- **Exercise brief**
Copy every line in the records below that contains the word "Guardia".

Dataset entries:
• • • •
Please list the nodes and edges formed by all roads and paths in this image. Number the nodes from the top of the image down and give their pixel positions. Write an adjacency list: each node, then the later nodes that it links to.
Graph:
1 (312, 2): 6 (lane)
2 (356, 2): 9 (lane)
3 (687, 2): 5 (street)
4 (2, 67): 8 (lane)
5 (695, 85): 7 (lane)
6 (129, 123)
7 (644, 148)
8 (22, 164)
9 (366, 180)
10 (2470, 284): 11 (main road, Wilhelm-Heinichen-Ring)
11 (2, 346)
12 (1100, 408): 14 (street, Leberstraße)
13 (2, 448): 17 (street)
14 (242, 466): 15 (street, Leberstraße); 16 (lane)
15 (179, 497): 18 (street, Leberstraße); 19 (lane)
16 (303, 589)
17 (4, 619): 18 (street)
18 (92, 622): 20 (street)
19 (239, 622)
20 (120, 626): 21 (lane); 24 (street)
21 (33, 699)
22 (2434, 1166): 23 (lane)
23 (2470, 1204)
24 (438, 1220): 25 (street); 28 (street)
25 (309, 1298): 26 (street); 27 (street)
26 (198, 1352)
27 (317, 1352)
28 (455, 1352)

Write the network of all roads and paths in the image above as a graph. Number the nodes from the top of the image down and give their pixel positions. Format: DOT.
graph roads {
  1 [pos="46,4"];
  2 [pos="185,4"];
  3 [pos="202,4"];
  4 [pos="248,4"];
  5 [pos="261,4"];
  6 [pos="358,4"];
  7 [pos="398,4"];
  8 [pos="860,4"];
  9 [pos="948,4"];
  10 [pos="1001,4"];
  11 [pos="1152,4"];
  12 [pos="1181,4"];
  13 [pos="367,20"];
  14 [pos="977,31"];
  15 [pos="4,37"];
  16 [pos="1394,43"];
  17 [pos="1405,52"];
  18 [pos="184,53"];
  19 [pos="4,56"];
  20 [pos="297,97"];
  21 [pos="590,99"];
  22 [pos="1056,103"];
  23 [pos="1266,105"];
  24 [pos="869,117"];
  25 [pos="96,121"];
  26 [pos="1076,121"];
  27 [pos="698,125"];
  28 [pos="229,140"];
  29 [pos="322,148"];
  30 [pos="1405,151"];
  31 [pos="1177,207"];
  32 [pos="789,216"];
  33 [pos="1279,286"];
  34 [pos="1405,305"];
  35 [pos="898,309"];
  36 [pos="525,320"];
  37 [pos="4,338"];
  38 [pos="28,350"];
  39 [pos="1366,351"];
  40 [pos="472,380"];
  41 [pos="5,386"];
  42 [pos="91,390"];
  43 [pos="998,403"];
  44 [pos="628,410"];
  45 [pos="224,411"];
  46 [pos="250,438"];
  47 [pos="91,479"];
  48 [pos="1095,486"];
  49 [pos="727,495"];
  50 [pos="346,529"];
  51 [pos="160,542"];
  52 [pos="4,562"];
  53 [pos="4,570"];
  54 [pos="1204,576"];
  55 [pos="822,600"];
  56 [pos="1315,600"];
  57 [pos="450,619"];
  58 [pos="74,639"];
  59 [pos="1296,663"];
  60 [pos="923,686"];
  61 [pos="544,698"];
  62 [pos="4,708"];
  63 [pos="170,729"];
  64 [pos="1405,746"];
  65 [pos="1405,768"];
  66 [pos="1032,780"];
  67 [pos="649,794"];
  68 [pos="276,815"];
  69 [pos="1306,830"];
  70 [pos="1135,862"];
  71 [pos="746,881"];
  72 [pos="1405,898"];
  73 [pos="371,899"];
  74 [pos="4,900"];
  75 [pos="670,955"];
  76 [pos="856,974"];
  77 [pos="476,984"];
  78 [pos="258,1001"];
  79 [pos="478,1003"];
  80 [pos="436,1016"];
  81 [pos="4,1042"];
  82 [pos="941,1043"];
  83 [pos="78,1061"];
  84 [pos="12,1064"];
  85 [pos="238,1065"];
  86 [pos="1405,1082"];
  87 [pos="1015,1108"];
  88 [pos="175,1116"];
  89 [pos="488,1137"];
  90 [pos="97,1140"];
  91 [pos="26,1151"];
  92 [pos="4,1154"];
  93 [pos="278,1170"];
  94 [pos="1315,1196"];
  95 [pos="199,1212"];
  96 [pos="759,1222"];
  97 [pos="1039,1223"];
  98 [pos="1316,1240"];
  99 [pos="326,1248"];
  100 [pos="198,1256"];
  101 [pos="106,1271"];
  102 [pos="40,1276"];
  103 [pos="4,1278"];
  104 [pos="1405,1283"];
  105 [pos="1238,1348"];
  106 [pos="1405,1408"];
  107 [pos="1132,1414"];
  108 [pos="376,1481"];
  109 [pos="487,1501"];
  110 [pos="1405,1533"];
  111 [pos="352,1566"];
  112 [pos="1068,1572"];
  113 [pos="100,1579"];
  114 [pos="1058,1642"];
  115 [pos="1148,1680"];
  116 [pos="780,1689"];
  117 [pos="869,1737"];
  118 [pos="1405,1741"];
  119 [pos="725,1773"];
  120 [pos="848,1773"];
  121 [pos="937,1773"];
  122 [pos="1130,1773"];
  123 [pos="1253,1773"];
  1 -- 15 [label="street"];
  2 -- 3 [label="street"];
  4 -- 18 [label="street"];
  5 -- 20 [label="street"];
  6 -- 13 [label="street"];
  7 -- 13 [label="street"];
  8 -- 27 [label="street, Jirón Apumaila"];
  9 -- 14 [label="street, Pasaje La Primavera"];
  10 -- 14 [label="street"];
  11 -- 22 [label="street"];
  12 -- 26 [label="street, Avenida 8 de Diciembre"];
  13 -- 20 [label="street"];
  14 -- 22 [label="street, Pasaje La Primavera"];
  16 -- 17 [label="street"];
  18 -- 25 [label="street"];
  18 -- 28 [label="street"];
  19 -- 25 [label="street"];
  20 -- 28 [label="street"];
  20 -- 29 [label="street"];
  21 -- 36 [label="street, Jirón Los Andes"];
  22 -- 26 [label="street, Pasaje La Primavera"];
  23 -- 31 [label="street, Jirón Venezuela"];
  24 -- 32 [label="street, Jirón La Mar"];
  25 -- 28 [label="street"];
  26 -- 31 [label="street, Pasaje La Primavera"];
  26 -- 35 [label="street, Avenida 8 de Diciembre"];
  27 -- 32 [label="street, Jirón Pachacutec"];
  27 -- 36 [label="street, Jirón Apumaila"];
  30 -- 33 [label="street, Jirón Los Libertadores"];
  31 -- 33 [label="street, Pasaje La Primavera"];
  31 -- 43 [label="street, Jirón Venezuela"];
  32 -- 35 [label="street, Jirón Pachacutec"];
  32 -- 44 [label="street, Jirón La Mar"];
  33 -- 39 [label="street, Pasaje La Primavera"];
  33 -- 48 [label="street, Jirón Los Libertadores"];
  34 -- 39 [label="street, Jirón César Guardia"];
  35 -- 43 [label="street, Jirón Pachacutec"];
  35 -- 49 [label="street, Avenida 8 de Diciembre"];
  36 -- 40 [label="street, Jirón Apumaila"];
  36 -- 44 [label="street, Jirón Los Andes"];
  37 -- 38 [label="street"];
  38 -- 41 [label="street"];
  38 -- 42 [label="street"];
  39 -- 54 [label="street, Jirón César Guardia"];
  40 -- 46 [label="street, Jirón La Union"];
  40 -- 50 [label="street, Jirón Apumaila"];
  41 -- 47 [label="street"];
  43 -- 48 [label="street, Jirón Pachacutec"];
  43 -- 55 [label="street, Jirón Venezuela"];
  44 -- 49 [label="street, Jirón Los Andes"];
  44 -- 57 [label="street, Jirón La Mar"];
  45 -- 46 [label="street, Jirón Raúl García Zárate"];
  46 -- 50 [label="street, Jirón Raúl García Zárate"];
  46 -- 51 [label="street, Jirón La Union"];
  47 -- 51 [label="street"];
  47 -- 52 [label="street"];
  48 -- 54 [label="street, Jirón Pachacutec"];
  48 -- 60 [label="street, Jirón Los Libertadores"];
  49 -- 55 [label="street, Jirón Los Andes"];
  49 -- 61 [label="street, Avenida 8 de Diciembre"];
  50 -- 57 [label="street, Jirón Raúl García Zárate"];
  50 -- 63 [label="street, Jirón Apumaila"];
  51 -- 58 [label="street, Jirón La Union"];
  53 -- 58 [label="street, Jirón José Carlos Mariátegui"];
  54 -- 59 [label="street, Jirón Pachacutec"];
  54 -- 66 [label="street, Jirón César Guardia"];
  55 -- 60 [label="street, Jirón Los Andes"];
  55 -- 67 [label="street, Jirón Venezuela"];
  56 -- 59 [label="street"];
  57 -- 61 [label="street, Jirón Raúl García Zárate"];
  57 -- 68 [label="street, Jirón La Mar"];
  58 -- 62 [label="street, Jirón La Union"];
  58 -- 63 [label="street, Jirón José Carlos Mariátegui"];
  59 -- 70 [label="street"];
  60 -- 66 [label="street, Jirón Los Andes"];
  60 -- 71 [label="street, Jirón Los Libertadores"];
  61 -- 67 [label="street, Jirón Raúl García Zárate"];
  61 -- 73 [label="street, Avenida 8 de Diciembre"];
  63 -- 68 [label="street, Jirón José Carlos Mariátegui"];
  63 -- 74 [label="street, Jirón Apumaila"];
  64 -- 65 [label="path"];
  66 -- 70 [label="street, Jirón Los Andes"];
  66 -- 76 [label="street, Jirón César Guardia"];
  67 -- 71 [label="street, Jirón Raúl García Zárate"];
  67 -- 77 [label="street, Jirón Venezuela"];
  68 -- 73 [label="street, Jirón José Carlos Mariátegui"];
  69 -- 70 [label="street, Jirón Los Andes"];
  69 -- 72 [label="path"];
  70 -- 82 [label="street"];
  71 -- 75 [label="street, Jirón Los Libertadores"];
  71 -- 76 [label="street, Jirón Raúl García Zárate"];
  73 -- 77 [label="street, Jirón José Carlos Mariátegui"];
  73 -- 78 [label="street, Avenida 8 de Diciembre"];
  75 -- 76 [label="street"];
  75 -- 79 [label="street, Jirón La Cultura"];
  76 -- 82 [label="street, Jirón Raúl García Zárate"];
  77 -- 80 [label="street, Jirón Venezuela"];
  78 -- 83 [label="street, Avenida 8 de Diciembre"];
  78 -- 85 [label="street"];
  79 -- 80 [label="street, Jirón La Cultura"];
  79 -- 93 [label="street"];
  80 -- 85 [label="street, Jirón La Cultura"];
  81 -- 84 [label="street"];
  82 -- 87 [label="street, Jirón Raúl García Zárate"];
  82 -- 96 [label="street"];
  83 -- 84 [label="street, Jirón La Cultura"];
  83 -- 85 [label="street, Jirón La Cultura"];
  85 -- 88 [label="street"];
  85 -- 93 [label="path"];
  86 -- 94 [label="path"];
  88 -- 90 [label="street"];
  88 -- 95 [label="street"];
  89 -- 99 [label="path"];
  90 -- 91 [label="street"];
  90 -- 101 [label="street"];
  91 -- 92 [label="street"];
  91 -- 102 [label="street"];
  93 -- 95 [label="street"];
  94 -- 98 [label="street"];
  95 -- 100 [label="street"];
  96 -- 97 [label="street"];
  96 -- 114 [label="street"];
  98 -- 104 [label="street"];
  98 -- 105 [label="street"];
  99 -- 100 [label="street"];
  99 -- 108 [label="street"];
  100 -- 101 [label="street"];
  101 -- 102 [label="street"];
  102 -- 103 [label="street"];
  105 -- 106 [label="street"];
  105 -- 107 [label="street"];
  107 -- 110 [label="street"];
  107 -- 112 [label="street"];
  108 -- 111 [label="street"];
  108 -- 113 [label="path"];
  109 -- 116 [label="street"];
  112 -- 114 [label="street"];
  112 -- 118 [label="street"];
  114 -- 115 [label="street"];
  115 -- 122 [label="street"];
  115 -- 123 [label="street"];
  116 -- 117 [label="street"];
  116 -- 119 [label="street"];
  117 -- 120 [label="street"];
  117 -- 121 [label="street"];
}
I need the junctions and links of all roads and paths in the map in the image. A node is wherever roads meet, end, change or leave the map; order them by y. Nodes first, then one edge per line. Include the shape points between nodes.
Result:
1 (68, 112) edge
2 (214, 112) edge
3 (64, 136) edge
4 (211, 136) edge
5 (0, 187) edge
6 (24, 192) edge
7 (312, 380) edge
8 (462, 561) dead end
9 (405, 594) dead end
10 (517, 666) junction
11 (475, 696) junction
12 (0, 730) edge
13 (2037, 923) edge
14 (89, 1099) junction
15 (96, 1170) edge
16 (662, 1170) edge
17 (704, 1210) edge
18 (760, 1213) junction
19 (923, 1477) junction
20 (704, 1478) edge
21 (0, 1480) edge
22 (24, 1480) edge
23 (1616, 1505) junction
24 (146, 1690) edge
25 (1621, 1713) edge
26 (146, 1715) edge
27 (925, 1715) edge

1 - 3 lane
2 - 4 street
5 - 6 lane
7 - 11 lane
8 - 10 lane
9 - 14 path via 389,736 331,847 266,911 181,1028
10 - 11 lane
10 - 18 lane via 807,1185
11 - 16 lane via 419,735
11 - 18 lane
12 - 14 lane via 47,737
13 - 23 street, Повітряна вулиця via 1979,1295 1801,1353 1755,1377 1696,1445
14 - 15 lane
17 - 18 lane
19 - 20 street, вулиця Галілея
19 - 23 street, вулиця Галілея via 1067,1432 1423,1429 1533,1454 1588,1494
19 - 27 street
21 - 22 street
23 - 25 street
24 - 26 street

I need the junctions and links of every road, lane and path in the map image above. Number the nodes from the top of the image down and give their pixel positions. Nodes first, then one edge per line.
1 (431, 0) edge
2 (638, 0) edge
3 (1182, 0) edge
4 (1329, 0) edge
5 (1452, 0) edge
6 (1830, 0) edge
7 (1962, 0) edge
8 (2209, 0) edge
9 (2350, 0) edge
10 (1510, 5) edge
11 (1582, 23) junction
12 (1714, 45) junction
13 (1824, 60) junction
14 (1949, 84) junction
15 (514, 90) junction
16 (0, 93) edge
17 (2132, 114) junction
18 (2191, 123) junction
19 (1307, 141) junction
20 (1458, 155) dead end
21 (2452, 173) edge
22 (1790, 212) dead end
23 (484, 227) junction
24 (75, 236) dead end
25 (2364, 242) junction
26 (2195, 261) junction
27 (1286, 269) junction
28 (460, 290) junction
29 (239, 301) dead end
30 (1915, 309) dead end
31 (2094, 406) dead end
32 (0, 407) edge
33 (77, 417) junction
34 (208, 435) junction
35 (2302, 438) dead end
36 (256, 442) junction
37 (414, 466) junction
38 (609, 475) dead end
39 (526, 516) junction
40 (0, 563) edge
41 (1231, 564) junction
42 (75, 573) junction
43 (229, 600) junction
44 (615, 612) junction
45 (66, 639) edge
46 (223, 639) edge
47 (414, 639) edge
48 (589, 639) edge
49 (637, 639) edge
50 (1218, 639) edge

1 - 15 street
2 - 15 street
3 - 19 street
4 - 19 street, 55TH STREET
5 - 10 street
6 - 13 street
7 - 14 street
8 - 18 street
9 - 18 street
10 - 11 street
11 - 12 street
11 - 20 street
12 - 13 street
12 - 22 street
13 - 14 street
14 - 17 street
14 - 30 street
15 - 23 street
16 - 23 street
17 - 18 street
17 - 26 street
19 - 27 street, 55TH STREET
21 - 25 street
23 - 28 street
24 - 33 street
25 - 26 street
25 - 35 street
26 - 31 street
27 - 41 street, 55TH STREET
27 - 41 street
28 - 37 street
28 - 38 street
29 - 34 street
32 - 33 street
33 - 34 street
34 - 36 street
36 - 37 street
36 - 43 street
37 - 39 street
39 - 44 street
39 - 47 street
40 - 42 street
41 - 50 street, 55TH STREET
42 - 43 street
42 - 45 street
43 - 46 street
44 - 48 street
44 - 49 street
• • • •
- **Finished task**
  34 -- 39 [label="street, Jirón César Guardia"];
  39 -- 54 [label="street, Jirón César Guardia"];
  54 -- 66 [label="street, Jirón César Guardia"];
  66 -- 76 [label="street, Jirón César Guardia"];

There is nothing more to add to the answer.